### The problem
Check each line of the entries below for the word "Circle", then state how many lines have it and nothing more.

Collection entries
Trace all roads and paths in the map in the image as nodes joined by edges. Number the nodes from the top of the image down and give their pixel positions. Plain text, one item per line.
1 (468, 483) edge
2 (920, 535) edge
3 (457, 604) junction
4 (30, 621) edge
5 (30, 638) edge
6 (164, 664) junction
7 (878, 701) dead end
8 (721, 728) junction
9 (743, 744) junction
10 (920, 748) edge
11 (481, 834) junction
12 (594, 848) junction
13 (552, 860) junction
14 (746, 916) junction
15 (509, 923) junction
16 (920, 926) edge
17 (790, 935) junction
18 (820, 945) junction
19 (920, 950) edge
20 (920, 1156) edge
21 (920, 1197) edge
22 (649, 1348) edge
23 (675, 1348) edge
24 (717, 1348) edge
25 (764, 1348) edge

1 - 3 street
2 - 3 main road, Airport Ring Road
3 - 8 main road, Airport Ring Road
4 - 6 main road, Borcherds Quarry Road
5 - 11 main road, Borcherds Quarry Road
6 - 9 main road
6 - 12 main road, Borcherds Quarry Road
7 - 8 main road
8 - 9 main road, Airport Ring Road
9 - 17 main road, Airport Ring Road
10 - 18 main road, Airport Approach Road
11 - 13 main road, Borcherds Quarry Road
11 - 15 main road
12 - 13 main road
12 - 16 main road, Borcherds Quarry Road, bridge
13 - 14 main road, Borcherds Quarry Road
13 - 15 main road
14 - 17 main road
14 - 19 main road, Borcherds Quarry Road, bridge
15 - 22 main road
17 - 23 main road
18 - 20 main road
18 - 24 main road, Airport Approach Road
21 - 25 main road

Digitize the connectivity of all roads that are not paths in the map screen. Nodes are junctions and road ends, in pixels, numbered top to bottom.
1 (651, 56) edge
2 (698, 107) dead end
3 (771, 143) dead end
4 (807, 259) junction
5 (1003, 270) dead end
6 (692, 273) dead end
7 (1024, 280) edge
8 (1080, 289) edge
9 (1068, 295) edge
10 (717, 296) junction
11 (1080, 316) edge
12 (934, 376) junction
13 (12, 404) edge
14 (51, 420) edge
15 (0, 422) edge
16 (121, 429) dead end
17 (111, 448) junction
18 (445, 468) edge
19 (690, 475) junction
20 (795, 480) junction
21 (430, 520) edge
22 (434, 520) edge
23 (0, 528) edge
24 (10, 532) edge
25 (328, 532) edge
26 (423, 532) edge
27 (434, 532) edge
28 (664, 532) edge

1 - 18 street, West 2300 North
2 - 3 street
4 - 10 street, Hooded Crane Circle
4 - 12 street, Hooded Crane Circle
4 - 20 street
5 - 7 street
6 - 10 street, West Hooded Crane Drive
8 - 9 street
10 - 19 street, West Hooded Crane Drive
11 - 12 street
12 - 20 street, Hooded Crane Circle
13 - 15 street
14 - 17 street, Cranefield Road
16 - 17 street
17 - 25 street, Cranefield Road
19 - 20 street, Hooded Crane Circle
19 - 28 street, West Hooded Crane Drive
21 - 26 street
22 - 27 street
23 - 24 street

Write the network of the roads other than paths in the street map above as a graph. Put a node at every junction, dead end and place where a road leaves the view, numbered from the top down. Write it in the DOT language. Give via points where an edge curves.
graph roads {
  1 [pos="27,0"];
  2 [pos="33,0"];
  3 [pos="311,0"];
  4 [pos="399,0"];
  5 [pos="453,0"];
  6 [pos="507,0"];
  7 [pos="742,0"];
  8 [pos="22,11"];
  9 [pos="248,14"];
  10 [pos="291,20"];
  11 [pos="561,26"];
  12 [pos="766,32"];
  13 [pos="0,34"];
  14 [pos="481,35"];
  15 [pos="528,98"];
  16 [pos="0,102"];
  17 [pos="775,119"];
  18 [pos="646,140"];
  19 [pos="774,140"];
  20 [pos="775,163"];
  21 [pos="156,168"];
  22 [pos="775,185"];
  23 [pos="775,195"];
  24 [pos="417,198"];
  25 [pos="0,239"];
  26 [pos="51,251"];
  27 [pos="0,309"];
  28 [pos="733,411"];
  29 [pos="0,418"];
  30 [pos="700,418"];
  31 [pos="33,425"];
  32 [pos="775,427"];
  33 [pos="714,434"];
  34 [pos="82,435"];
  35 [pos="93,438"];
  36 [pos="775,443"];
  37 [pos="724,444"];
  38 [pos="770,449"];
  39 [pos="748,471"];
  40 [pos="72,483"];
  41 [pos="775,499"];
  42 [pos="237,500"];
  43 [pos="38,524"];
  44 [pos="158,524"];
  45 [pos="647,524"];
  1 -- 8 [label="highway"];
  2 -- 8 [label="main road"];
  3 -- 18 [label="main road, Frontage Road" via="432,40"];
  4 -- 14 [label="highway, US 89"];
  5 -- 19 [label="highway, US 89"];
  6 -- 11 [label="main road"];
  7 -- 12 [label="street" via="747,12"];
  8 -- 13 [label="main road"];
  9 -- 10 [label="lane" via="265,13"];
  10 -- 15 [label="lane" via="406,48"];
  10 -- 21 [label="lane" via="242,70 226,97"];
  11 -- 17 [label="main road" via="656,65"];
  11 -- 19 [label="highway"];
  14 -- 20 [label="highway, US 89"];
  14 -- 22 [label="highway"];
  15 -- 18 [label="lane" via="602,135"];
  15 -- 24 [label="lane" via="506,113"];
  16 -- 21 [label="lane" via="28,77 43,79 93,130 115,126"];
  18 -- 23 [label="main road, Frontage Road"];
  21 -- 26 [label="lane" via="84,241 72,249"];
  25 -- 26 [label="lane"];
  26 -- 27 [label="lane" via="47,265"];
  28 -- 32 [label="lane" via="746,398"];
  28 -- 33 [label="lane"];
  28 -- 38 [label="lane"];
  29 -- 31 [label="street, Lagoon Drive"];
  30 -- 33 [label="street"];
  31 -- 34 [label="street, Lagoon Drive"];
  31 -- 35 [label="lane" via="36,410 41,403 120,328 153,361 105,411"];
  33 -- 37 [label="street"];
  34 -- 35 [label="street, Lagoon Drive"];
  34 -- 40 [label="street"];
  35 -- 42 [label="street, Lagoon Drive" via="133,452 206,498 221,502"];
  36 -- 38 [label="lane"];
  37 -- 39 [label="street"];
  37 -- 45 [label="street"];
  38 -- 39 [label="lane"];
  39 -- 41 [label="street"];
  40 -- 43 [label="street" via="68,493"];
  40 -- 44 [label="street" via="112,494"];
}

### Answer section
4